[[ RECORDED INFORMATION, beginning ]]
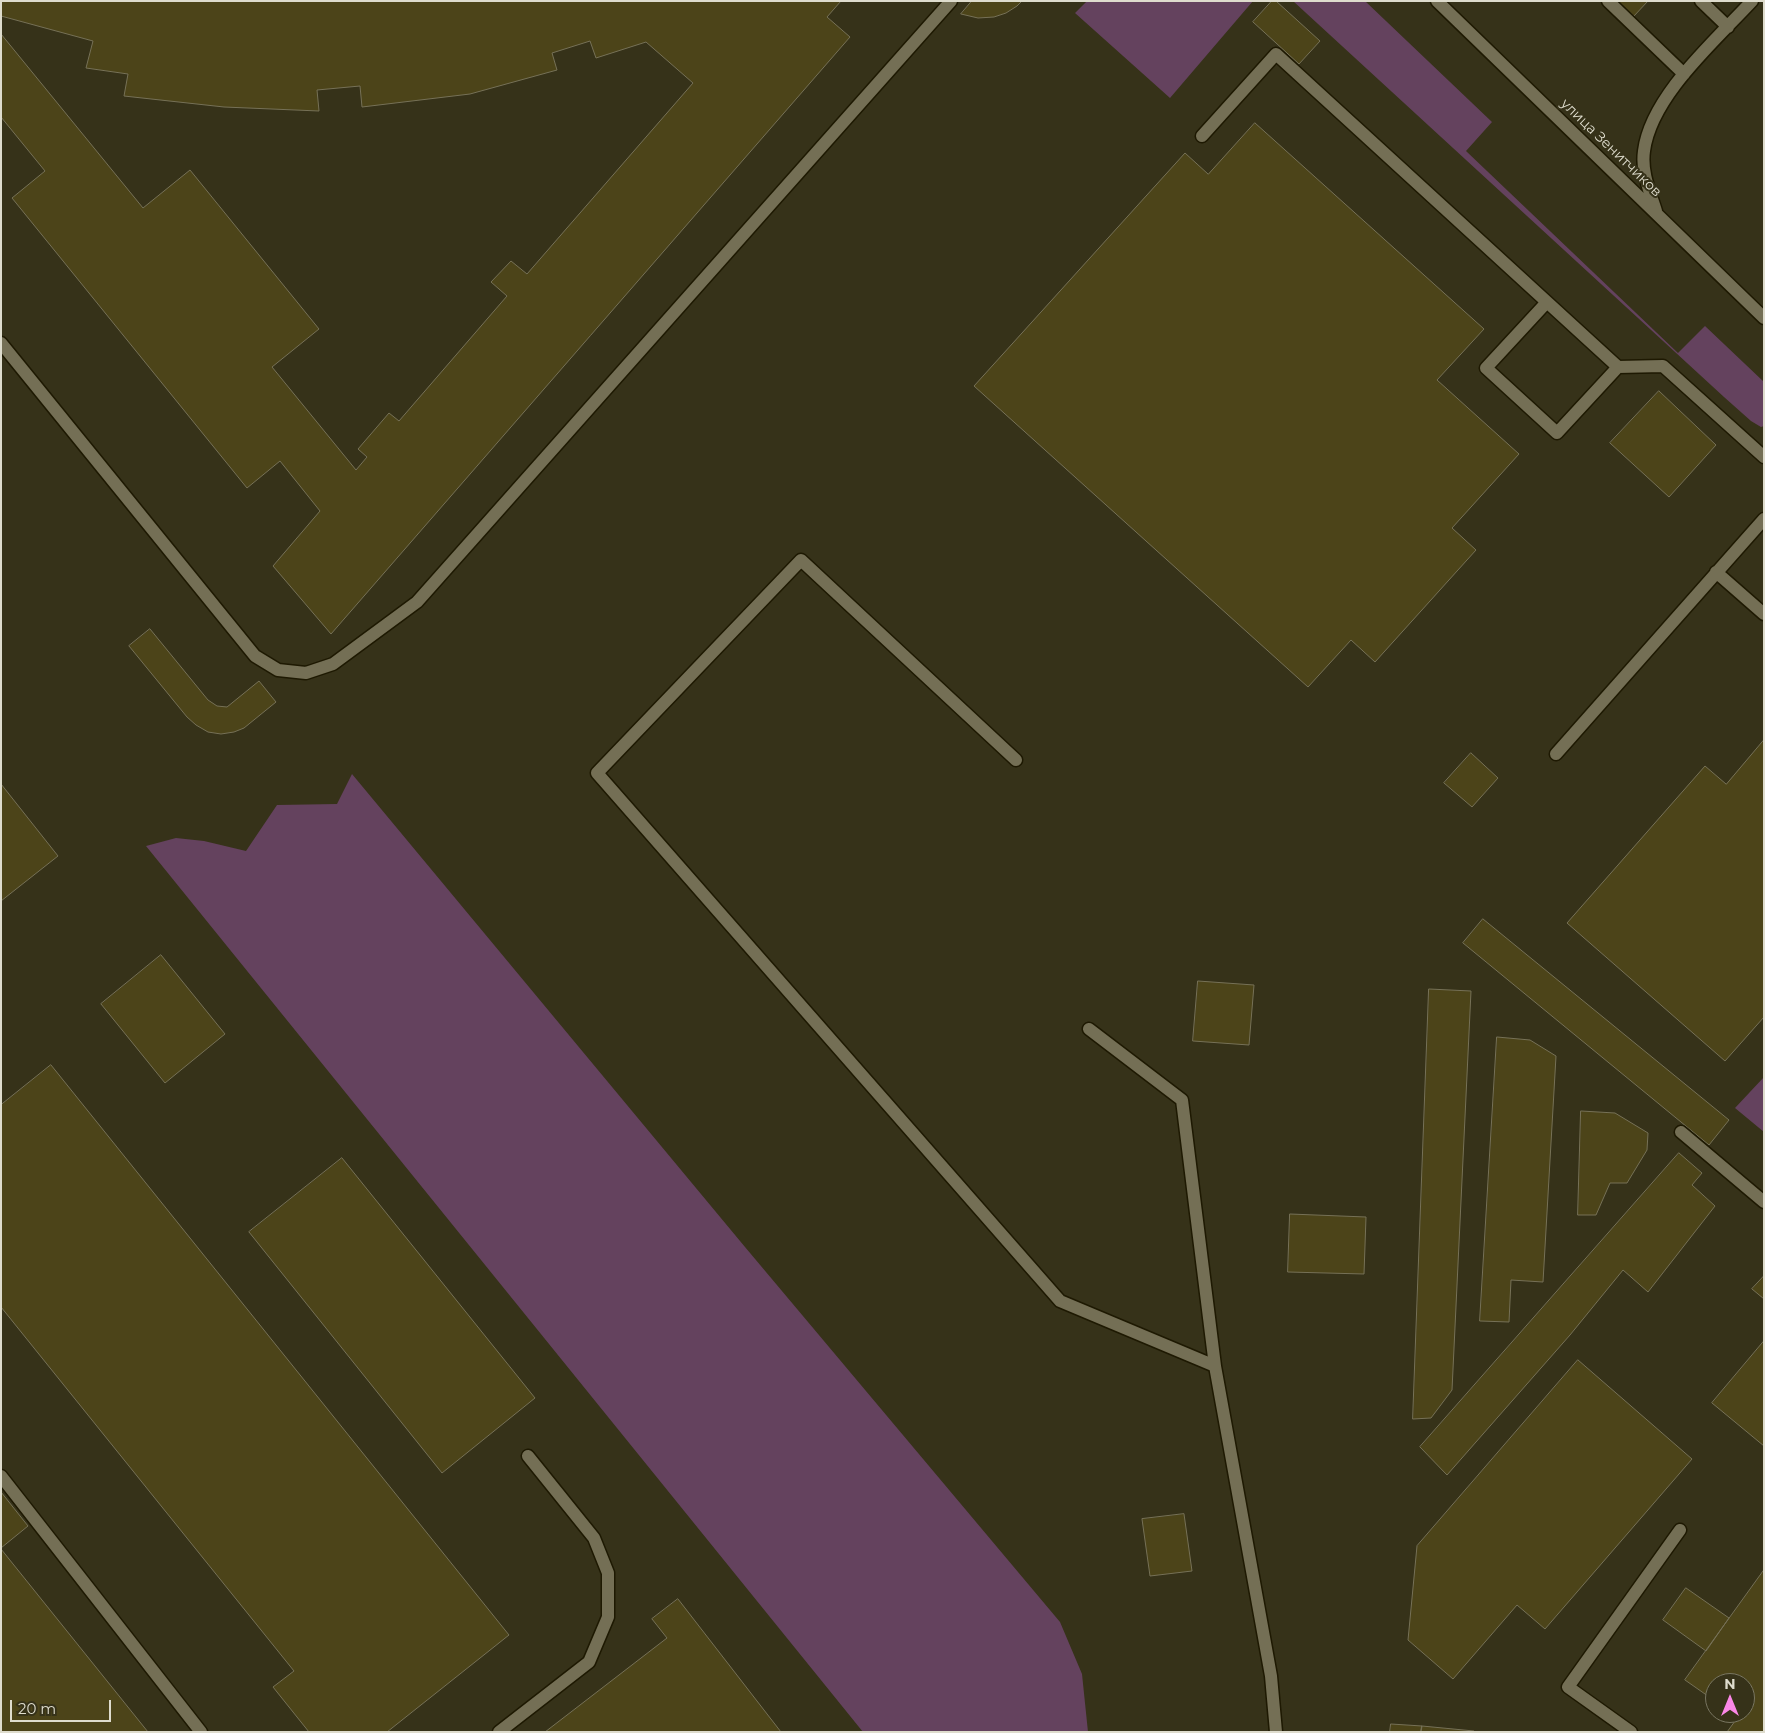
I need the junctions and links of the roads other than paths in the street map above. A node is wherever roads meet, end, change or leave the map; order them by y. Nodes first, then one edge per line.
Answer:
1 (951, 1) edge
2 (1437, 1) edge
3 (1608, 1) edge
4 (1701, 1) edge
5 (1752, 1) edge
6 (1728, 27) junction
7 (1684, 74) junction
8 (1202, 136) dead end
9 (1657, 213) junction
10 (1547, 302) junction
11 (1764, 318) edge
12 (1, 343) edge
13 (1618, 367) junction
14 (1764, 457) edge
15 (1764, 519) edge
16 (1716, 572) junction
17 (1764, 614) edge
18 (1556, 754) dead end
19 (1016, 760) dead end
20 (1089, 1029) dead end
21 (1681, 1132) dead end
22 (1764, 1202) edge
23 (1215, 1366) junction
24 (528, 1456) dead end
25 (1, 1476) edge
26 (1680, 1530) dead end
27 (201, 1732) edge
28 (499, 1732) edge
29 (1276, 1732) edge
30 (1631, 1732) edge

1 - 12 street
2 - 9 street, улица Зенитчиков
3 - 7 street
4 - 6 street
5 - 6 street
6 - 7 street
7 - 9 street
8 - 10 street
9 - 11 street, улица Зенитчиков
10 - 13 street
10 - 13 street
13 - 14 street
15 - 16 street
16 - 17 street
16 - 18 street
19 - 23 street
20 - 23 street
21 - 22 street
23 - 29 street
24 - 28 street
25 - 27 street
26 - 30 street

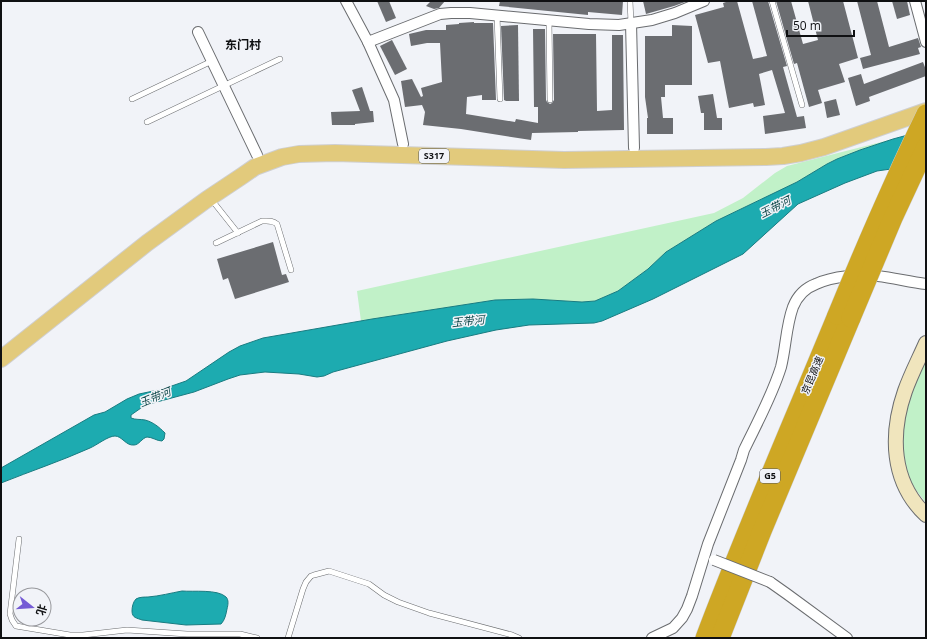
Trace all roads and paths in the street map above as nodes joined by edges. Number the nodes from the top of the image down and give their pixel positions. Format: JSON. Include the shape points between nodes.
{"nodes":[{"id":1,"x":346,"y":1,"type":"edge"},
{"id":2,"x":630,"y":1,"type":"edge"},
{"id":3,"x":704,"y":1,"type":"edge"},
{"id":4,"x":772,"y":1,"type":"edge"},
{"id":5,"x":915,"y":1,"type":"edge"},
{"id":6,"x":497,"y":15,"type":"junction"},
{"id":7,"x":549,"y":20,"type":"junction"},
{"id":8,"x":632,"y":23,"type":"junction"},
{"id":9,"x":198,"y":32,"type":"dead end"},
{"id":10,"x":368,"y":42,"type":"junction"},
{"id":11,"x":926,"y":42,"type":"edge"},
{"id":12,"x":280,"y":59,"type":"dead end"},
{"id":13,"x":212,"y":61,"type":"junction"},
{"id":14,"x":224,"y":86,"type":"junction"},
{"id":15,"x":132,"y":99,"type":"dead end"},
{"id":16,"x":926,"y":99,"type":"edge"},
{"id":17,"x":500,"y":100,"type":"dead end"},
{"id":18,"x":550,"y":100,"type":"dead end"},
{"id":19,"x":802,"y":105,"type":"dead end"},
{"id":20,"x":926,"y":111,"type":"edge"},
{"id":21,"x":926,"y":114,"type":"edge"},
{"id":22,"x":147,"y":122,"type":"dead end"},
{"id":23,"x":403,"y":144,"type":"junction"},
{"id":24,"x":926,"y":147,"type":"edge"},
{"id":25,"x":634,"y":148,"type":"junction"},
{"id":26,"x":257,"y":155,"type":"junction"},
{"id":27,"x":210,"y":197,"type":"junction"},
{"id":28,"x":238,"y":233,"type":"junction"},
{"id":29,"x":216,"y":243,"type":"dead end"},
{"id":30,"x":291,"y":270,"type":"dead end"},
{"id":31,"x":926,"y":284,"type":"edge"},
{"id":32,"x":844,"y":316,"type":"junction"},
{"id":33,"x":926,"y":343,"type":"edge"},
{"id":34,"x":1,"y":345,"type":"edge"},
{"id":35,"x":1,"y":359,"type":"edge"},
{"id":36,"x":926,"y":515,"type":"edge"},
{"id":37,"x":19,"y":539,"type":"dead end"},
{"id":38,"x":704,"y":555,"type":"junction"},
{"id":39,"x":257,"y":638,"type":"edge"},
{"id":40,"x":288,"y":638,"type":"edge"},
{"id":41,"x":519,"y":638,"type":"edge"},
{"id":42,"x":652,"y":638,"type":"edge"},
{"id":43,"x":705,"y":638,"type":"edge"},
{"id":44,"x":720,"y":638,"type":"edge"},
{"id":45,"x":847,"y":638,"type":"edge"}],
"edges":[{"from":1,"to":10,"type":"street"},
{"from":2,"to":8,"type":"lane"},
{"from":3,"to":8,"type":"street","via":[[675,13]]},
{"from":4,"to":19,"type":"lane"},
{"from":5,"to":11,"type":"street"},
{"from":6,"to":7,"type":"street"},
{"from":6,"to":10,"type":"street","via":[[460,12],[440,14]]},
{"from":6,"to":17,"type":"lane"},
{"from":7,"to":8,"type":"street","via":[[619,26]]},
{"from":7,"to":18,"type":"lane"},
{"from":8,"to":25,"type":"street"},
{"from":9,"to":13,"type":"street"},
{"from":10,"to":23,"type":"street","via":[[394,100]]},
{"from":12,"to":14,"type":"lane"},
{"from":13,"to":14,"type":"street"},
{"from":13,"to":15,"type":"lane"},
{"from":14,"to":22,"type":"lane"},
{"from":14,"to":26,"type":"street"},
{"from":16,"to":25,"type":"main road","number":"S317","via":[[799,143],[766,147]]},
{"from":20,"to":27,"type":"main road","number":"S317","via":[[801,154],[766,158],[564,160],[358,153],[290,155],[256,167]]},
{"from":21,"to":32,"type":"highway","name":"京昆高速","number":"G5","bridge":true,"via":[[880,212]]},
{"from":23,"to":25,"type":"main road","number":"S317","via":[[550,149]]},
{"from":23,"to":26,"type":"main road","number":"S317","via":[[298,143],[280,146]]},
{"from":24,"to":32,"type":"highway","name":"京昆高速","number":"G5","bridge":true},
{"from":26,"to":34,"type":"main road","number":"S317","via":[[230,170],[141,235]]},
{"from":27,"to":28,"type":"lane"},
{"from":27,"to":35,"type":"main road","number":"S317"},
{"from":28,"to":29,"type":"lane"},
{"from":28,"to":30,"type":"lane","via":[[262,221],[278,224]]},
{"from":31,"to":38,"type":"street","via":[[878,276],[848,275],[815,284],[799,297],[789,319],[776,382],[744,450]]},
{"from":32,"to":43,"type":"highway","name":"京昆高速","number":"G5","via":[[749,526]]},
{"from":32,"to":44,"type":"highway","name":"京昆高速","number":"G5"},
{"from":33,"to":36,"type":"street","via":[[905,389],[895,438],[895,451],[902,480],[916,505]]},
{"from":37,"to":39,"type":"lane","via":[[10,614],[16,626],[70,635],[127,630],[240,634]]},
{"from":38,"to":42,"type":"street","via":[[692,596],[682,618],[673,628]]},
{"from":38,"to":45,"type":"street","bridge":true,"via":[[770,582]]},
{"from":40,"to":41,"type":"lane","via":[[306,582],[314,574],[329,571],[368,584],[398,602],[429,613]]}]}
[[ RECORDED INFORMATION, end ]]
Using the word "京昆高速" as the filter, copy each matching line from the material.

RESULT FOR THIS EXERCISE ->
{"from":21,"to":32,"type":"highway","name":"京昆高速","number":"G5","bridge":true,"via":[[880,212]]},
{"from":24,"to":32,"type":"highway","name":"京昆高速","number":"G5","bridge":true},
{"from":32,"to":43,"type":"highway","name":"京昆高速","number":"G5","via":[[749,526]]},
{"from":32,"to":44,"type":"highway","name":"京昆高速","number":"G5"},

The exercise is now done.